HOW TO COMPLETE THIS TASK: Show the lines below where "roads" occurs.
INPUT DATA Block Start
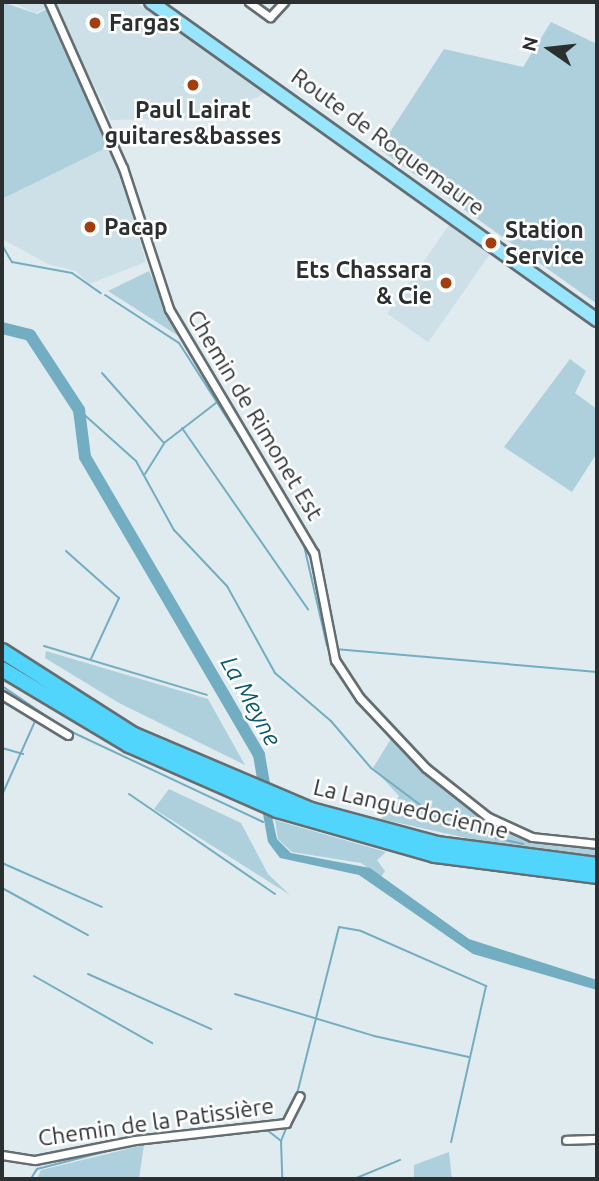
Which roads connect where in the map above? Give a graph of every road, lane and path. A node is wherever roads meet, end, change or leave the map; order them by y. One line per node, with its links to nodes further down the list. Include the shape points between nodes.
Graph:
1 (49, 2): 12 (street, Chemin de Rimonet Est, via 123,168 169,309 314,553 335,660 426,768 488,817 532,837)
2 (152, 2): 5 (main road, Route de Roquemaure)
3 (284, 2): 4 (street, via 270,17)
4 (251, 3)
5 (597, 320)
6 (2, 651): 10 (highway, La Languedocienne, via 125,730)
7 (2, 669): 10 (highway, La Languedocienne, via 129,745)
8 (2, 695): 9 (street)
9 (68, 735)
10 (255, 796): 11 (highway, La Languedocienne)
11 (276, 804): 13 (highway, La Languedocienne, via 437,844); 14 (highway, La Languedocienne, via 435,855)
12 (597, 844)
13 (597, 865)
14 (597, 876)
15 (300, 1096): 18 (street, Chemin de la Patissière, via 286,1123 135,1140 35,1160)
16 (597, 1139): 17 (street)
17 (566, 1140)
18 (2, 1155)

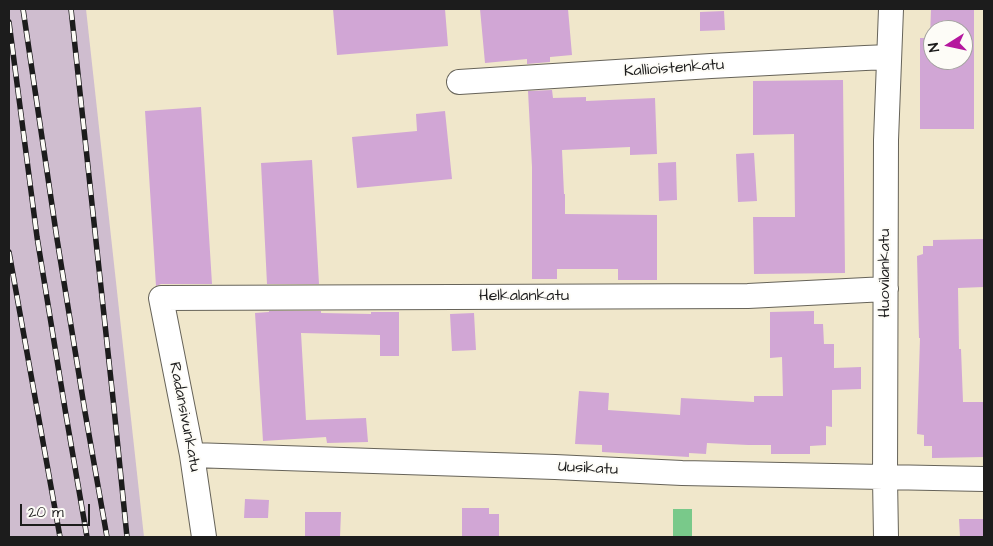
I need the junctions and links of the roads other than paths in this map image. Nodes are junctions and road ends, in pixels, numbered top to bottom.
INPUT DATA Block End
OUTPUT FOR THIS EXERCISE:
Which roads connect where in the map above? Give a graph of every road, lane and path. A node is wherever roads meet, end, change or leave the map; order them by y. One line per node, with its links to nodes further down the list. Include the shape points between nodes.
I need the junctions and links of the roads other than paths in this map image. Nodes are junctions and road ends, in pixels, numbered top to bottom.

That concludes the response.